L’affaire fera du bruit.
– Que m’importe ! La vérité d’abord, n’est-ce pas ? Dès l’instant où nous avons raison, nous devons faire en sorte que notre droit soit reconnu et que Jorancé soit relâché.
Morestal se planta devant son fils :
– Tu es de mon avis, je suppose ?
– Non.
– Comment non ?
– Écoutez, mon père, les circonstances me paraissent très sérieuses. L’enquête du juge d’instruction est d’une importance considérable. Elle servira de base à d’autres enquêtes. Il me semble que nous devons réfléchir et déposer avec réserve, avec crainte… Il faut agir prudemment.
– Il faut agir en bon Français qui a raison, s’écria Morestal, et qui, lorsqu’il a raison, ne craint rien au monde.
– Même la guerre ?
– La guerre ! Qu’est-ce que tu me chantes ? La guerre ! Mais il ne peut pas y avoir la guerre pour un incident de ce genre ! De la façon dont les choses se présentent, l’Allemagne cédera.

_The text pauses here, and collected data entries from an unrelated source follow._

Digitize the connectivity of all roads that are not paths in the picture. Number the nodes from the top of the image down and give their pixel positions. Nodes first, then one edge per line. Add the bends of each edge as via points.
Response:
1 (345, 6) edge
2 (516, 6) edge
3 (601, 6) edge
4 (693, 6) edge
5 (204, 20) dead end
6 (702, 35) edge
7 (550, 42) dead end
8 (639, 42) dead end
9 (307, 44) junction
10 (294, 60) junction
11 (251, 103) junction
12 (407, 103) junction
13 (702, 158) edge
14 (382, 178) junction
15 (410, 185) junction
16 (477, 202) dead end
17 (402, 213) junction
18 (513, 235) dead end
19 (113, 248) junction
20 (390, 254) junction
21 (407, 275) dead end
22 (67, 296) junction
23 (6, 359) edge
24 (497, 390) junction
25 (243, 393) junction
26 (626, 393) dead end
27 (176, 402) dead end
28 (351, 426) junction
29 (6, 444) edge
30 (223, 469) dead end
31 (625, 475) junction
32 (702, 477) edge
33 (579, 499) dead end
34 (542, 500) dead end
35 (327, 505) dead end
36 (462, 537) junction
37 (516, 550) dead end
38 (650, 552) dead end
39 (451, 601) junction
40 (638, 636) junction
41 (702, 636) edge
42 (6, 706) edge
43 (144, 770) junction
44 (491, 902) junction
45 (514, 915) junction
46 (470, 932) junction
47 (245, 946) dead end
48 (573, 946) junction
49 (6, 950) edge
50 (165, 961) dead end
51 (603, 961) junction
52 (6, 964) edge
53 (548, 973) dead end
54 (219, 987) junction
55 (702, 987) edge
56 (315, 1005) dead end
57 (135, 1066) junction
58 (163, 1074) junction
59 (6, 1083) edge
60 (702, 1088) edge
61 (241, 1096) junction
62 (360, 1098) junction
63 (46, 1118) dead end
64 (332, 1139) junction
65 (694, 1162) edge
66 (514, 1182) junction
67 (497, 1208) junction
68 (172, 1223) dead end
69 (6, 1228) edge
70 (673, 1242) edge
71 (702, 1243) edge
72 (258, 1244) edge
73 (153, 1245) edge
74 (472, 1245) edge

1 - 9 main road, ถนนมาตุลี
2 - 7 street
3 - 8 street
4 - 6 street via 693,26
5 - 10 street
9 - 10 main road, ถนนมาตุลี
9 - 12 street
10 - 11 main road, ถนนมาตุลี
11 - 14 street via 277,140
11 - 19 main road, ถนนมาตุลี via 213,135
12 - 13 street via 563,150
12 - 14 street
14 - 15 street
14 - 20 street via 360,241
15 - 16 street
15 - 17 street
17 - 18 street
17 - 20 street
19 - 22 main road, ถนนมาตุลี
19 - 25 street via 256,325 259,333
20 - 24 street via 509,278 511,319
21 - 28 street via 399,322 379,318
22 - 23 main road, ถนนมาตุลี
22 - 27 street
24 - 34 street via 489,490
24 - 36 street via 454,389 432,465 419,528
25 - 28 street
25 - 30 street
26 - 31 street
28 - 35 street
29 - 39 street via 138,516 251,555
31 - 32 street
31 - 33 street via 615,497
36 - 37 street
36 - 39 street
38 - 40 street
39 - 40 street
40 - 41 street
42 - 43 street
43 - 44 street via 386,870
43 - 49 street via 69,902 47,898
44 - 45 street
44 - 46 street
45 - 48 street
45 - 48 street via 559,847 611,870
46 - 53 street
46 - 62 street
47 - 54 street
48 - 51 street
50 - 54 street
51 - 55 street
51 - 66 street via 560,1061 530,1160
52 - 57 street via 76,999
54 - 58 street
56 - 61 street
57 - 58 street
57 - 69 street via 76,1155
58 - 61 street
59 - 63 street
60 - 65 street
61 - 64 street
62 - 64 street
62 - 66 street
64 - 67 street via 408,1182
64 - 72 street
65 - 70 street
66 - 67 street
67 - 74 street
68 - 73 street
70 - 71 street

– Tu crois ? dit Philippe, que cette affirmation semblait soulager.
– Certes ! mais à une condition, c’est que nous établissions fortement notre droit. Il y a eu violation de frontière. Cela est indiscutable. Prouvons-le, et toute chance de conflit est écartée.
– Mais, si nous ne parvenons pas à le prouver ? dit Philippe.
– Ah ! en ce cas, tant pis !… Il est évident que l’on discutera. Mais, sois tranquille, mon garçon, les preuves existent, et nous pouvons y aller carrément, en toute sécurité… Viens, on nous attend…
Il mit la main sur la poignée de la serrure.
– Père ?
– Ah ! ça, qu’est-ce que tu as donc aujourd’hui ? Tu ne viens pas ?
– Non, pas encore, articula Philippe, qui voyait une issue et qui tentait un dernier effort pour s’échapper ; non, tout à l’heure… Il faut absolument que je vous dise… Nous partons d’un point de vue différent… J’ai des idées plutôt différentes des vôtres… et puisque l’occasion s’offre…
– Impossible, mon garçon ! nous sommes attendus…
– Il le faut, s’écria Philippe en lui barrant le passage… Je refuse de prendre à la légère une responsabilité qui n’est pas d’accord avec mes opinions actuelles, et c’est pourquoi une explication est devenue indispensable entre nous.
Morestal le contempla d’un air stupéfait.
– Tes opinions actuelles ! Des idées différentes des miennes ! Qu’est-ce que c’est que toutes ces histoires ?
Plus encore que la veille, Philippe sentit la violence du conflit qu’un aveu déchaînerait. Mais, cette fois, sa résolution était prise. Trop de motifs le contraignaient à une rupture qu’il jugeait nécessaire. L’esprit tendu, tout son être palpitant de volonté, il allait prononcer les mots irrévocables, quand Marthe entra vivement.
– Ne retiens pas ton père, Philippe, le juge d’instruction le réclame.
– Ah ! fit Morestal, je ne suis pas fâché que tu me délivres, ma bonne Marthe. Il a un grain, ton époux. Voilà dix minutes qu’il débite un tas de balivernes. Tu as besoin de repos, mon garçon.
Philippe esquissa un geste. Marthe lui dit à voix basse :
– Tais-toi.
Et d’un ton si impérieux qu’il fut déconcerté.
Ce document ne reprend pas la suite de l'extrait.